4. Oh, pardon me, please point me out to these numbers and I'll humbly apologize for the oversight. Certainly you're not referring to the mention of 2%? Because I am quite confident anyone reading these dialog of ours will easily understand that I asked for --and this has been made clear-- a use case, as in, suppose your price depreciated 50% from today's rate, how will the gold kick into action and how will it stabilize price? We're talking numbers here. If I may help you, here, we can use this data I pulled from your web,
https://i.ibb.co/C5YqBkb/rate.jpgso suppose tomorrow the price of GRC plummeted 50%, what used to be 100 USD equals to 150 million of GRC, it now equals to 225 million of GRC. How will the gold reservoir kick into action and stabilize the price back to 150 million? And let's not stop there, we should assume the worst too while we're at it. Afterall, you're proposing a sense of security, not the false one. Let's also assume an ATL and massive dump scenario, the price depreciated 99%, so 100 USD equals to almost 300 million of GRC.

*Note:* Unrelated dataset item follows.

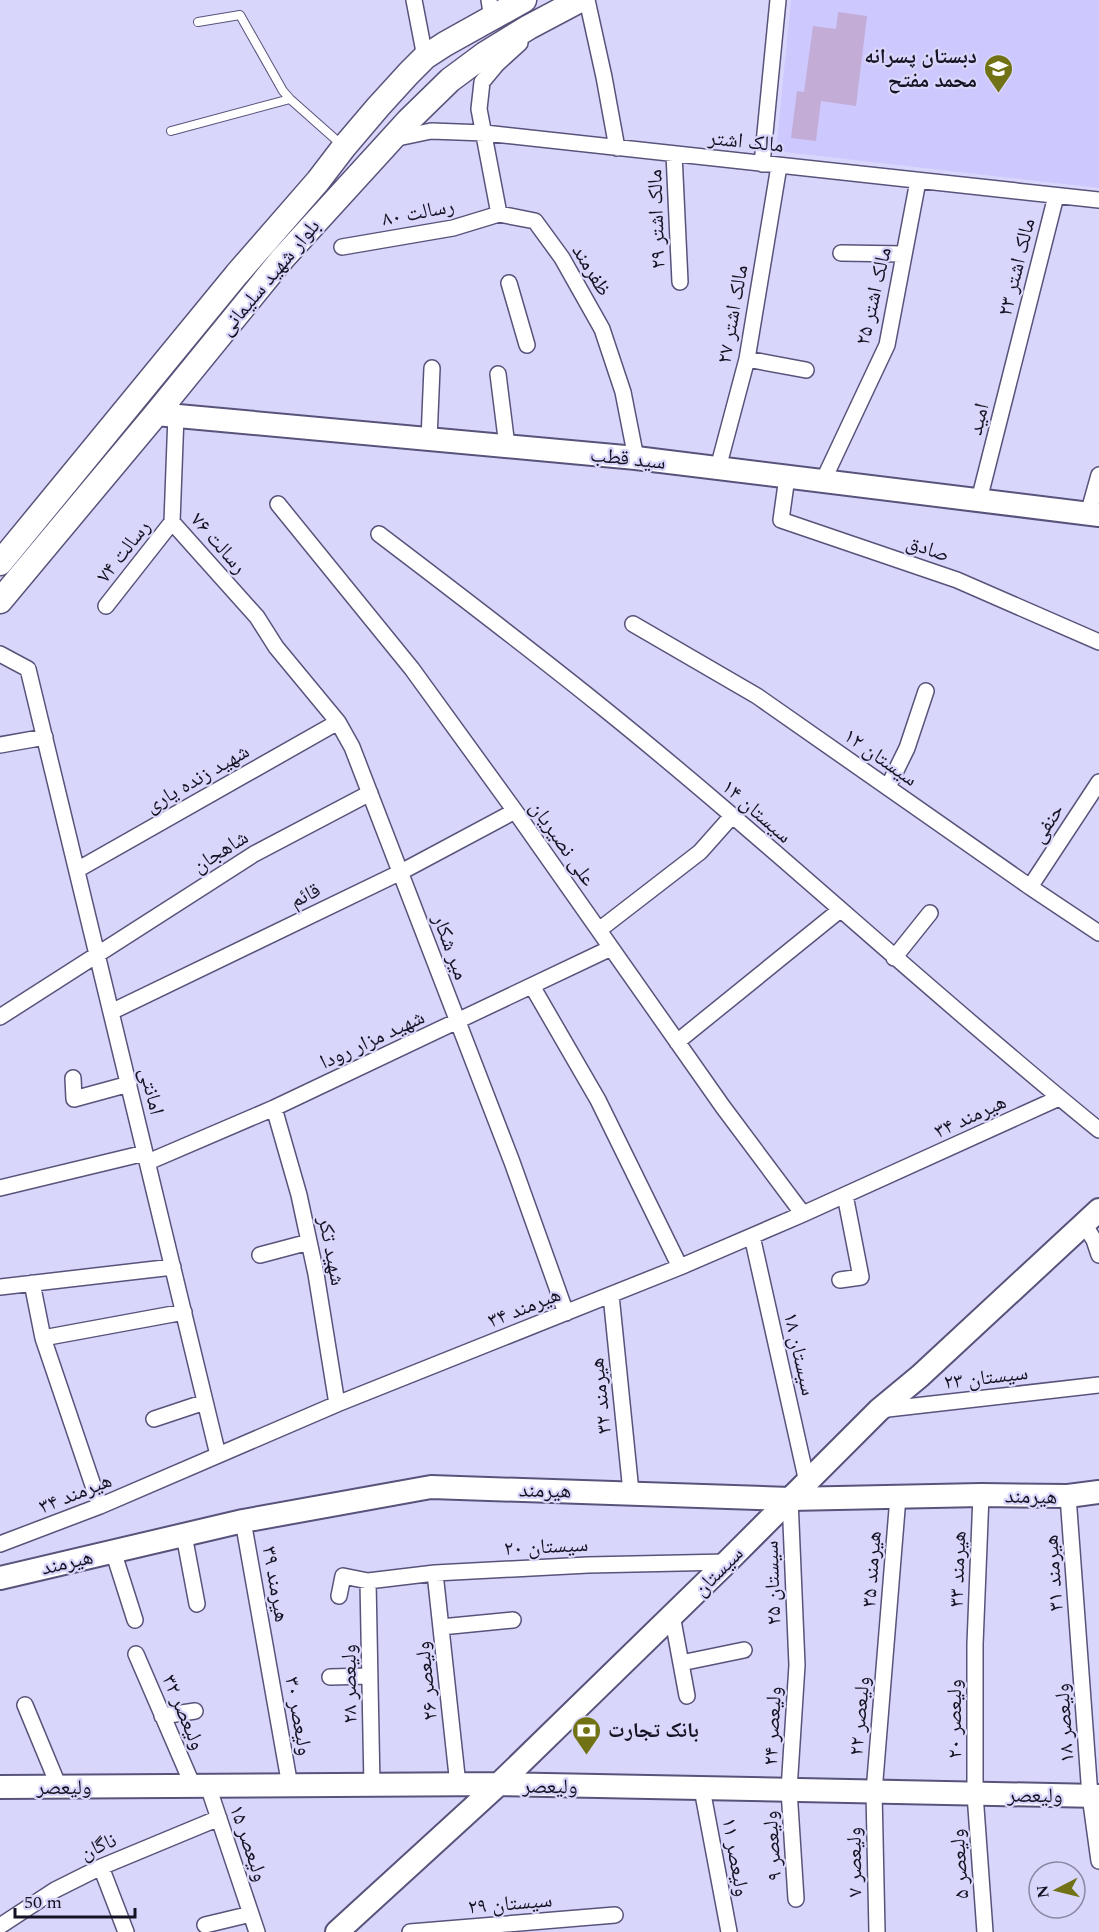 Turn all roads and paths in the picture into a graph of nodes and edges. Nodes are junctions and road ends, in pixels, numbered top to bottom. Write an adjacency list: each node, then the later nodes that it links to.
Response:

5 and 6. These points might be connected through the same root of problem: that I am not watching your youtube. With no intention to be rude, I have no time to watch 1 hour [and that's just 1 video] of explanation while I have other things to do [I really am currently swamped, I am not trying to be a snide here]. It's not like reading where I can do in silence while waiting in line or wait for someone, or in between the quiet morning with my coffee, I don't bring my headset all the time, and as I respect public privacy, I certainly won't disturb them by playing your explanation video through my device's speaker, and I like my morning as quiet as possible.
So, an explanation in writing is very much welcomed. I am more than happy to "listen" to that explanation of yours if you can provide a transcription of it. Not sure why this should be asked on the first place, given lots of people shared my issue, an explanation this crucial should be easily accessible, preferably placed on whitepaper. Or... you can do something easier by just tell me in brief what's your explanation is about and how exactly can you issue credit card and erect a banking entity without legal body.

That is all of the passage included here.